# WHAT YOU HAVE TO DO
Please return every line of the records below that contains the word "Breva".

Collected data:
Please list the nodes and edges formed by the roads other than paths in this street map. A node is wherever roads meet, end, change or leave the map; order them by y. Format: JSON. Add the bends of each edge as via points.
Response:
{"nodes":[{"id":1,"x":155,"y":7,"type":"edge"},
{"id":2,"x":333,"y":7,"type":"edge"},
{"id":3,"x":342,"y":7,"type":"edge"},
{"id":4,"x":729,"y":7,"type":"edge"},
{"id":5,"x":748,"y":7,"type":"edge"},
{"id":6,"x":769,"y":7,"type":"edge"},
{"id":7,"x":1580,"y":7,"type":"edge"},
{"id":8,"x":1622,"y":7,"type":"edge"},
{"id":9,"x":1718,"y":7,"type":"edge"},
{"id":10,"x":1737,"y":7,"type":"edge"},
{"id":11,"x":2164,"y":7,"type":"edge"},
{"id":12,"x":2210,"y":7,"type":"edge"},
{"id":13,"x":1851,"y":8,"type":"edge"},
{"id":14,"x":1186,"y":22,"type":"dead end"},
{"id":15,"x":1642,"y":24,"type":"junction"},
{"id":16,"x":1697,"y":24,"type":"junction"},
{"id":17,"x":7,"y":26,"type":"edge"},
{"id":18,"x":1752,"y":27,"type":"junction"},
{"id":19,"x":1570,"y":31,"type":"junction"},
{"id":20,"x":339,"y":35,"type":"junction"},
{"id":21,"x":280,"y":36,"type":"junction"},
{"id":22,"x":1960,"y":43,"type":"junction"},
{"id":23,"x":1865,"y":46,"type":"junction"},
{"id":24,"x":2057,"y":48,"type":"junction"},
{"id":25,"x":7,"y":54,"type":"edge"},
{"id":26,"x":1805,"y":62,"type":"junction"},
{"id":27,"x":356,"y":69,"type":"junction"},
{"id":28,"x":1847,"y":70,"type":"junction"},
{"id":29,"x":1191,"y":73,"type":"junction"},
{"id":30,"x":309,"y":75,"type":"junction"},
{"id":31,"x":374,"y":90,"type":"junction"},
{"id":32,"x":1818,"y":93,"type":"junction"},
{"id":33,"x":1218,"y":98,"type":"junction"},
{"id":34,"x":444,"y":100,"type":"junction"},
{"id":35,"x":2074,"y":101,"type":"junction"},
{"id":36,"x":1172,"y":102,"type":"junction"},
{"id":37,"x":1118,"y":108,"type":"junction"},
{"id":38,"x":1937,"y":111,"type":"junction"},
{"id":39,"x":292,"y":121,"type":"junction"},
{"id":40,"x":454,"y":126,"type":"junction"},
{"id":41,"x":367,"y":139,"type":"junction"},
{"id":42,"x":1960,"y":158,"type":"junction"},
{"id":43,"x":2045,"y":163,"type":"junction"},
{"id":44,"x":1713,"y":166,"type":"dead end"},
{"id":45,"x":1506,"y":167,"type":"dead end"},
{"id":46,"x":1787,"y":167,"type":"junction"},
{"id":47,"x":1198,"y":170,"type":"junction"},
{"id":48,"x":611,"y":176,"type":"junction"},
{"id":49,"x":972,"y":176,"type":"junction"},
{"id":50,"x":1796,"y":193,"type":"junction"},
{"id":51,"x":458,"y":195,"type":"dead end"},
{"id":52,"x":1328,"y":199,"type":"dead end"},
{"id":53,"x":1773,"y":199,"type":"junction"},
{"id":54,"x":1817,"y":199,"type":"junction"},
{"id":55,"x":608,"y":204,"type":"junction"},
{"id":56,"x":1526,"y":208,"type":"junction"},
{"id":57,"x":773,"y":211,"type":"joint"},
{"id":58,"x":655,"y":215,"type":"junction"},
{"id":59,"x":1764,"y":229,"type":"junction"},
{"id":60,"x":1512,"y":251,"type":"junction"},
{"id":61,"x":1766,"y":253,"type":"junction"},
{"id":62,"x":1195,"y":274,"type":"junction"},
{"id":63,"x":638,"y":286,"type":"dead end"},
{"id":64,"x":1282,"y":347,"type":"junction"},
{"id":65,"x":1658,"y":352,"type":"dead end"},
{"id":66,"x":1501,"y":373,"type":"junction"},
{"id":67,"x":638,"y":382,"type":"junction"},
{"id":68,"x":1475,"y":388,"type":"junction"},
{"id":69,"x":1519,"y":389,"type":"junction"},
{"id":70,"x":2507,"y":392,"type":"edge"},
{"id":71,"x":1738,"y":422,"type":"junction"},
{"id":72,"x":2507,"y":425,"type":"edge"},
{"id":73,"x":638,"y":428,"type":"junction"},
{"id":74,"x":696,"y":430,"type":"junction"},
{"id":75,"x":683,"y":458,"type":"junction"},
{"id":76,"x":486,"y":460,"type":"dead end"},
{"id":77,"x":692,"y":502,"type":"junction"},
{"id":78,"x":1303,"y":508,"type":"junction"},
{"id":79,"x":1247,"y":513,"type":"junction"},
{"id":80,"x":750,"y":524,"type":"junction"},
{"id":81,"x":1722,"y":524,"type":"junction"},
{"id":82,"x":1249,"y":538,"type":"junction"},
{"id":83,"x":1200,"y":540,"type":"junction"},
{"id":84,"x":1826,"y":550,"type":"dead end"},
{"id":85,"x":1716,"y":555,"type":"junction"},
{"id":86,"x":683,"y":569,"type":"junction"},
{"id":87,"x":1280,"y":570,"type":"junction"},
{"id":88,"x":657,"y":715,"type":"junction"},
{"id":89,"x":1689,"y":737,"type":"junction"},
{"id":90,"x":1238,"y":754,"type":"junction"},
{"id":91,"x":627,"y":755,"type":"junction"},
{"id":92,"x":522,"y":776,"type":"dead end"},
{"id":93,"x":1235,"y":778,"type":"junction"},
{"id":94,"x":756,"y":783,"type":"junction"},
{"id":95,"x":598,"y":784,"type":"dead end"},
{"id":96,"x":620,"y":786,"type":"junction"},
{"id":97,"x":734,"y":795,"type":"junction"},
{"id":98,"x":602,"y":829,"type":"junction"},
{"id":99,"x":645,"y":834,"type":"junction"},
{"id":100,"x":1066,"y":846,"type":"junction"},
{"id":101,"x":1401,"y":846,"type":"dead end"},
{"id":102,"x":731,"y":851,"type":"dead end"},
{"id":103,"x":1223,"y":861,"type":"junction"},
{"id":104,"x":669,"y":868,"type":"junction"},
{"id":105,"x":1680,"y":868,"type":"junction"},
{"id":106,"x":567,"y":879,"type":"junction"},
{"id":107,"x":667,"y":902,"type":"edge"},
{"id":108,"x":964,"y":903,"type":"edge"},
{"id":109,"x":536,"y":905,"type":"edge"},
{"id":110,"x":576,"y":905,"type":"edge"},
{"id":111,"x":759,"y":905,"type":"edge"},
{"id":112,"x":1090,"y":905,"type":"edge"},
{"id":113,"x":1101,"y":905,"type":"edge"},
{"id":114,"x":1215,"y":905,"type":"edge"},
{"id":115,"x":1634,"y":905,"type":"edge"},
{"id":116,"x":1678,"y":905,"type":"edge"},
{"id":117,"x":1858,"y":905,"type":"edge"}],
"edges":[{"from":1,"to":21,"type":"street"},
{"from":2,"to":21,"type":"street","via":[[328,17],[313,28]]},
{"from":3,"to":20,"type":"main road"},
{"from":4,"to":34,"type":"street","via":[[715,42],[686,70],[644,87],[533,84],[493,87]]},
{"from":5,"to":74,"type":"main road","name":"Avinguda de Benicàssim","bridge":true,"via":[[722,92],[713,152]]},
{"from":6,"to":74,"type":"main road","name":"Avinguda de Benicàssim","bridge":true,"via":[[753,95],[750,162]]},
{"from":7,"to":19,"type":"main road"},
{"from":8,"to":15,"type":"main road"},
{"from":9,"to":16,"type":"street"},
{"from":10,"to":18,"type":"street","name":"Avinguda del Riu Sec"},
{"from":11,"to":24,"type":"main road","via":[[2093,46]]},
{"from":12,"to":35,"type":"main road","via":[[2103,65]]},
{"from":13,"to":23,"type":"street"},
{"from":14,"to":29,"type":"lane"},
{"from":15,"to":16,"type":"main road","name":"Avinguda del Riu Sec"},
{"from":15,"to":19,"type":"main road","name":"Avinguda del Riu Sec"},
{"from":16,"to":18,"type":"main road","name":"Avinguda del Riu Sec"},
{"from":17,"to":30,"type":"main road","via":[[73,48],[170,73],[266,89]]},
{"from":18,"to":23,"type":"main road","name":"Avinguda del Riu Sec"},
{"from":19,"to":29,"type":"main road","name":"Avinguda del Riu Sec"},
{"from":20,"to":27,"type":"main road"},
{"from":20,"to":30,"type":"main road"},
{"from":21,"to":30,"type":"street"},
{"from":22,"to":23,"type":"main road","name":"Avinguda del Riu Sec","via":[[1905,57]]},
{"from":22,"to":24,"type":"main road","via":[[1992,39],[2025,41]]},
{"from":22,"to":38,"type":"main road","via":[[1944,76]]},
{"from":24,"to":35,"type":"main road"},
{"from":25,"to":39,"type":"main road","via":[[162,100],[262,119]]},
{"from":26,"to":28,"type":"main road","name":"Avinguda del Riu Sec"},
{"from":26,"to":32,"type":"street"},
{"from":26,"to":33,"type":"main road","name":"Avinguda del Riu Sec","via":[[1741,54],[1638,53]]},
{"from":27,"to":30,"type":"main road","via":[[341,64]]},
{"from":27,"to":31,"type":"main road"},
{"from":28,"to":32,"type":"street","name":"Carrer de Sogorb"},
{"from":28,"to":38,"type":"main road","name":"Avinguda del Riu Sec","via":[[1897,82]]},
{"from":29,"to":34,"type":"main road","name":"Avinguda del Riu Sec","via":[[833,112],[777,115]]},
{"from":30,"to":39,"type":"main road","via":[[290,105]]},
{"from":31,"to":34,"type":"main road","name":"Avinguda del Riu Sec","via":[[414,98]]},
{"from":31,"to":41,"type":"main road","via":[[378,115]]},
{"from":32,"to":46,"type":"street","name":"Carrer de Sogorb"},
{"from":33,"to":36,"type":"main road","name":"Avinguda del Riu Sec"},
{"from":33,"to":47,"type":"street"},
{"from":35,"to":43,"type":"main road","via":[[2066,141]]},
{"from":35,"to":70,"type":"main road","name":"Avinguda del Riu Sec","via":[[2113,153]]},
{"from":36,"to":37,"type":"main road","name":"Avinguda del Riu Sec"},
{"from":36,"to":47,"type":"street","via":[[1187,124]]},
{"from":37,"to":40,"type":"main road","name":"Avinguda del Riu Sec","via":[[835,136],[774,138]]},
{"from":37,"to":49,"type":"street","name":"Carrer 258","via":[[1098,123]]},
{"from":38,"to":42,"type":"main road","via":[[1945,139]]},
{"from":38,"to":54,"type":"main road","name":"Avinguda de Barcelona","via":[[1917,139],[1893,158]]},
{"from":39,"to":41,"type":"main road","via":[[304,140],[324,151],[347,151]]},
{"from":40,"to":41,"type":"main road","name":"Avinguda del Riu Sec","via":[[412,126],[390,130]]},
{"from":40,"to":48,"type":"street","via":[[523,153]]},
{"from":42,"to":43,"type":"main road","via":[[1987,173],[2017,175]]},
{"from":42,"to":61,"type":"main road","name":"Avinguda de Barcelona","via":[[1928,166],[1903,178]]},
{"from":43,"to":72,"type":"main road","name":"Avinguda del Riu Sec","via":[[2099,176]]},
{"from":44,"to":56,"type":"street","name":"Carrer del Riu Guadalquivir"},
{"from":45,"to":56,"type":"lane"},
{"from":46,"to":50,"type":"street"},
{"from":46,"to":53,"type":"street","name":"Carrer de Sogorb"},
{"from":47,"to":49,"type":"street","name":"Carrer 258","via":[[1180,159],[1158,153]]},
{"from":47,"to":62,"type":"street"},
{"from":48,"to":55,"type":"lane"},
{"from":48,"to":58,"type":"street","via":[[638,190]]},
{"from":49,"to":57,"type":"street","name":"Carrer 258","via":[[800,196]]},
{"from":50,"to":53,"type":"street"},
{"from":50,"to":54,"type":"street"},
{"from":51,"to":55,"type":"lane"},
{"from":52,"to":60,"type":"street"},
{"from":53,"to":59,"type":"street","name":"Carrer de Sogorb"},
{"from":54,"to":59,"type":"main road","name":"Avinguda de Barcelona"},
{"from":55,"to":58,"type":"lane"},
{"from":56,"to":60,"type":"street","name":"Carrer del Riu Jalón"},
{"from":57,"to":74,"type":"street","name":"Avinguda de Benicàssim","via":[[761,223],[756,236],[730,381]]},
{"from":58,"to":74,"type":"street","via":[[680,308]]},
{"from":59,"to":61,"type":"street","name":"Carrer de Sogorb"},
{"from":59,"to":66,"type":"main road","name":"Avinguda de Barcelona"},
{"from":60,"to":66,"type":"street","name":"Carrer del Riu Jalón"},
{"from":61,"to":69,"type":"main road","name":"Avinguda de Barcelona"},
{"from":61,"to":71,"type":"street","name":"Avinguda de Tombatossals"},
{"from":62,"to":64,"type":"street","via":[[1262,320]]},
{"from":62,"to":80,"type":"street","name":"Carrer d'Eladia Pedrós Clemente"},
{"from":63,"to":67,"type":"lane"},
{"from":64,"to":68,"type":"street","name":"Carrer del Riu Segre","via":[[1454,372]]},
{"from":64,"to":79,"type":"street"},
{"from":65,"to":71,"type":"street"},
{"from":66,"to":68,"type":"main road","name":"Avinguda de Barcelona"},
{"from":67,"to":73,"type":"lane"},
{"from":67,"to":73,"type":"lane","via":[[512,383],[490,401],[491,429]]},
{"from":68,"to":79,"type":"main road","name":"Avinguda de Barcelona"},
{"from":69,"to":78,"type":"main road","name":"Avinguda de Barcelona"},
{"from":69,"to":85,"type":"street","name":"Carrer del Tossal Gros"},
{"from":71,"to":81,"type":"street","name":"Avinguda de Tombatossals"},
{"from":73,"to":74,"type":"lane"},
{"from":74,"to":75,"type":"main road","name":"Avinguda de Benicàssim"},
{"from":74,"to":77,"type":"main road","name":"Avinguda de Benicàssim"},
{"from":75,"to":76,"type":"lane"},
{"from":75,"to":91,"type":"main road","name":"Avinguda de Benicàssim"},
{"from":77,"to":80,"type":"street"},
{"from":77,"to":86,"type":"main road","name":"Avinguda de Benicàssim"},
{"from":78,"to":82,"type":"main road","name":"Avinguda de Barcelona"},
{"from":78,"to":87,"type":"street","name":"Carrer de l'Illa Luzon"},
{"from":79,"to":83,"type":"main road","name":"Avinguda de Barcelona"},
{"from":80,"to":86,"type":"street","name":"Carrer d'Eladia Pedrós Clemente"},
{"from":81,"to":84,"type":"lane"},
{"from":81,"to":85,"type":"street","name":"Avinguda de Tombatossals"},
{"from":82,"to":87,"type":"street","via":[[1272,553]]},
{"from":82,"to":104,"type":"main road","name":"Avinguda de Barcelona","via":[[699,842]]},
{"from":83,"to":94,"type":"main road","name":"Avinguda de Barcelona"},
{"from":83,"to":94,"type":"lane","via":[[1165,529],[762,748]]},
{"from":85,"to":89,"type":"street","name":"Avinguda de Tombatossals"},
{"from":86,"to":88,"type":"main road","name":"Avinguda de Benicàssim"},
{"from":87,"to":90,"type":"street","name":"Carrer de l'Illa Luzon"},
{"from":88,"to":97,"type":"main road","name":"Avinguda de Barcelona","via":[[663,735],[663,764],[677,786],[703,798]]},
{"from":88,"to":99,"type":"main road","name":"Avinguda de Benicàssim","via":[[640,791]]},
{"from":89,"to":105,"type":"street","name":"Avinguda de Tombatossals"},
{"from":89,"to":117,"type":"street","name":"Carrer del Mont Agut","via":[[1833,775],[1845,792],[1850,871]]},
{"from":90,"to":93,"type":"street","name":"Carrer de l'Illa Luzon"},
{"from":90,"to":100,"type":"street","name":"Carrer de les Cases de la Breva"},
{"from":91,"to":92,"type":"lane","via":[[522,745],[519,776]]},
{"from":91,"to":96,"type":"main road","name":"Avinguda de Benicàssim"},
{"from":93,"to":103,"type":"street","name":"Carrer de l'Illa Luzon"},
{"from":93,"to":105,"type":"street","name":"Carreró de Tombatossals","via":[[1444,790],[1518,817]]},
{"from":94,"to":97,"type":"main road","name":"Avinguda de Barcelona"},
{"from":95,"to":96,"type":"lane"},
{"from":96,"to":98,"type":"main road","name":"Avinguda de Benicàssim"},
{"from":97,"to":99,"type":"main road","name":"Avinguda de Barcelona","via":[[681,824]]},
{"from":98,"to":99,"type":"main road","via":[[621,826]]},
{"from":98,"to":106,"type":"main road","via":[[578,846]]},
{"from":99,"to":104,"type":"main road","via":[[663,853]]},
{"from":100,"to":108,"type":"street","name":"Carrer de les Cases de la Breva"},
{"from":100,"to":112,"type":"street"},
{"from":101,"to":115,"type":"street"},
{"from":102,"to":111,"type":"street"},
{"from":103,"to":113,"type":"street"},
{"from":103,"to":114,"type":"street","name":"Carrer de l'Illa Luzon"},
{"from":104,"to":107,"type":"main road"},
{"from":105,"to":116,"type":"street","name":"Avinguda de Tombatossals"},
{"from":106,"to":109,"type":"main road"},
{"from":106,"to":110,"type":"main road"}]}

# WRITTEN REPLY
{"from":90,"to":100,"type":"street","name":"Carrer de les Cases de la Breva"},
{"from":100,"to":108,"type":"street","name":"Carrer de les Cases de la Breva"},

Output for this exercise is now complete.